Rencontre avec Emeric Tchatchoua, fondateur du label 3.Paradis adoubé par Billie Eilish et Maluma

Depuis sa création en 2013, le label franco-canadien 3.Paradis poursuit son ascension jusqu’à atteindre en 2018 la demi-finale du prix LVMH. Son vestiaire mixte convoque aussi bien l’univers du streetwear que celui du tailoring : rencontre avec le créateur Emeric Tchatchoua, nouveau visage de la mode.

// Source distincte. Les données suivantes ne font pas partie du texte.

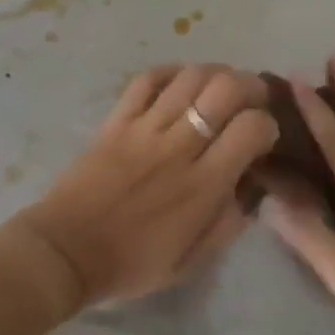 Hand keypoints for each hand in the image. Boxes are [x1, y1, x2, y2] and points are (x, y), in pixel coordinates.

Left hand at [20, 65, 278, 307]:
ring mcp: (145, 128)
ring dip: (215, 73)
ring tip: (219, 86)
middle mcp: (180, 147)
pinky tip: (180, 81)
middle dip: (249, 85)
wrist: (66, 252)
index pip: (252, 128)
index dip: (267, 124)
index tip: (263, 136)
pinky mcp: (117, 120)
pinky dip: (170, 72)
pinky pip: (147, 79)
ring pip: (190, 77)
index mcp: (203, 185)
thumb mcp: (192, 260)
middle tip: (251, 98)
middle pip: (225, 89)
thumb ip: (227, 223)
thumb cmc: (132, 262)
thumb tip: (249, 188) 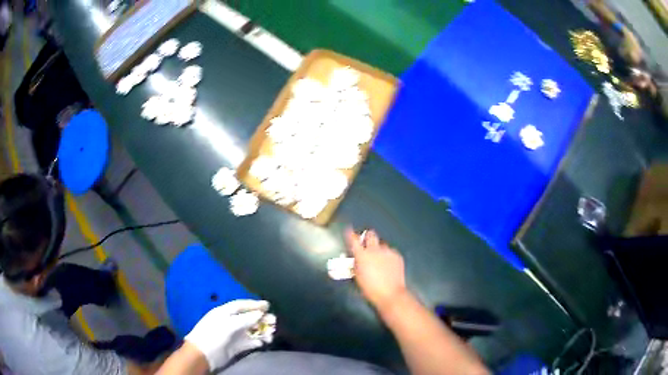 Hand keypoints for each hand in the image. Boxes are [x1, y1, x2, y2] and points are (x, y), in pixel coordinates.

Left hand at [184, 299, 273, 370]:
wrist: (203, 355)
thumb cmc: (213, 335)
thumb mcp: (228, 324)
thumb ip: (245, 319)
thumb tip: (260, 314)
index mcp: (224, 312)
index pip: (241, 305)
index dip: (254, 304)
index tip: (268, 305)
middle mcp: (229, 322)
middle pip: (248, 317)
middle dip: (261, 318)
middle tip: (274, 321)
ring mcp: (233, 335)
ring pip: (251, 330)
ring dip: (262, 330)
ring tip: (272, 333)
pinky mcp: (236, 346)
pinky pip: (250, 341)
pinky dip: (257, 341)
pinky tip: (264, 342)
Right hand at [345, 229, 406, 310]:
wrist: (390, 293)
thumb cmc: (370, 289)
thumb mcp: (358, 277)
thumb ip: (356, 264)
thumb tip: (356, 259)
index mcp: (362, 255)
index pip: (353, 239)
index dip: (350, 233)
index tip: (349, 230)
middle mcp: (374, 250)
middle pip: (371, 235)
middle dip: (368, 237)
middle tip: (367, 243)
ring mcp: (387, 251)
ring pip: (382, 244)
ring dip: (379, 249)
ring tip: (380, 259)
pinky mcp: (397, 255)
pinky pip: (391, 252)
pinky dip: (388, 256)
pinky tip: (388, 265) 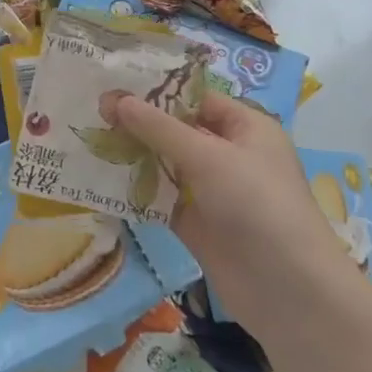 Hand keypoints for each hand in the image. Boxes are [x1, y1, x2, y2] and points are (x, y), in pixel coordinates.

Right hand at [104, 89, 371, 343]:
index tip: (111, 82)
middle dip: (135, 122)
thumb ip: (157, 127)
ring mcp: (210, 189)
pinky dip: (133, 188)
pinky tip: (97, 178)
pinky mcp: (193, 220)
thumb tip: (114, 98)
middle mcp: (228, 153)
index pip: (194, 97)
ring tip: (85, 139)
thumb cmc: (257, 206)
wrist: (286, 289)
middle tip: (89, 110)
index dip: (155, 89)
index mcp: (244, 127)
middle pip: (174, 129)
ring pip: (162, 162)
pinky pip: (157, 196)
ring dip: (130, 154)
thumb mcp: (207, 157) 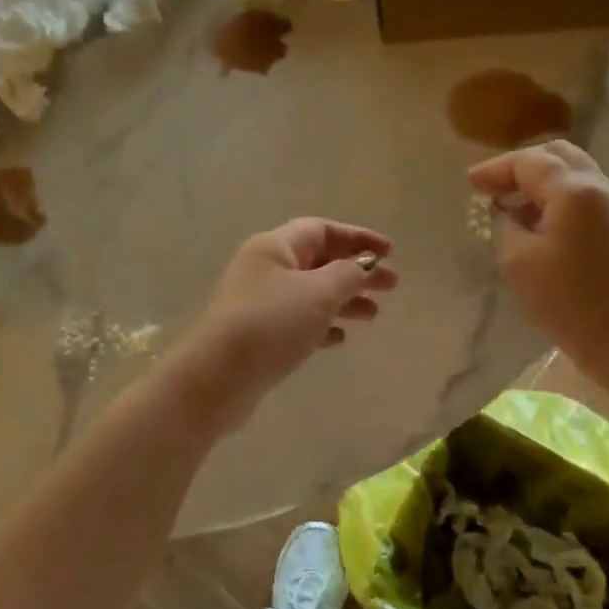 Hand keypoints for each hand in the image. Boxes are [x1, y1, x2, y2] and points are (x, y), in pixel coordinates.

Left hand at [178, 218, 399, 427]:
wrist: (216, 378)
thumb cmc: (270, 325)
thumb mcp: (318, 293)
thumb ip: (348, 275)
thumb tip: (364, 266)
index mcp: (275, 247)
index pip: (322, 230)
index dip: (358, 238)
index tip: (390, 253)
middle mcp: (265, 268)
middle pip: (319, 261)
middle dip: (356, 271)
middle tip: (392, 286)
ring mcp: (260, 303)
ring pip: (311, 293)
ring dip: (343, 299)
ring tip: (372, 316)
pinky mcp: (259, 335)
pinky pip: (298, 321)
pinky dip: (322, 325)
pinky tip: (339, 339)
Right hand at [467, 142, 608, 381]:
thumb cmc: (567, 301)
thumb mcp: (517, 261)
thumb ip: (505, 224)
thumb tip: (506, 210)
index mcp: (574, 190)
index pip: (529, 161)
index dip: (495, 168)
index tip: (470, 184)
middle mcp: (601, 187)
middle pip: (558, 155)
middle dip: (521, 166)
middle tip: (493, 187)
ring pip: (575, 173)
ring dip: (541, 182)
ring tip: (513, 206)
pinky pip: (586, 196)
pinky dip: (558, 198)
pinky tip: (540, 223) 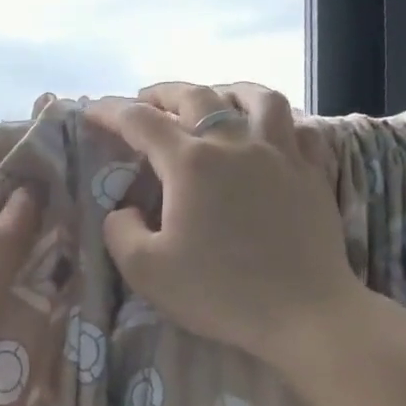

propos recueillis par Nathan Merchadier.

Le créateur Emeric Tchatchoua © Nathan Merchadier

Emeric Tchatchoua : de l’institut Marangoni à la demi-finale du prix LVMH 

 

Du haut de son mètre quatre-vingt-dix, derrière ses lunettes de soleil aux branches épaisses et aux verres légèrement teintés, la tête pensante du label 3.Paradis ne cache pas son enthousiasme lorsqu’il se présente à nous, dans un café du 9e arrondissement de la capitale. Emeric Tchatchoua, 35 ans, propose depuis près de dix ans des collections de prêt-à-porter haut de gamme, dans le sillage du label Off White du regretté Virgil Abloh. Suite à son passage éclair à l’Institut Marangoni à Paris, Emeric Tchatchoua met le cap sur Montréal, au Canada, pour terminer ses études de mode. Adoptées par des personnalités du monde de la musique — de Billie Eilish au rappeur colombien Maluma en passant par la star du hip-hop Usher — ses créations sont aujourd’hui vendues à travers le monde entier et appréciées pour leur minimalisme et le symbole de paix qu’elles véhiculent : les colombes, dont il orne ses modèles. En 2018, il se hisse jusqu’en demi-finale du prix LVMH, une reconnaissance qui le conforte dans ses ambitions. Il exporte ses créations hors de l’Hexagone, en imaginant des collaborations avec des labels déjà installés (Levi’sRimowa), mais aussi avec le club de football qui le fait rêver depuis son plus jeune âge, le Paris Saint-Germain, avec lequel il crée une collection capsule en 2021. Dernière collaboration en date, celle qu’il dévoile en mars 2023 avec la marque d’automobile Peugeot sur les réseaux sociaux : un sweat aux couleurs mystérieuses rappelant les aurores boréales. Aujourd’hui, Emeric Tchatchoua partage son temps entre son atelier parisien du 18e arrondissement et le Canada, où il a fait ses premiers pas en tant que designer. Rencontre. 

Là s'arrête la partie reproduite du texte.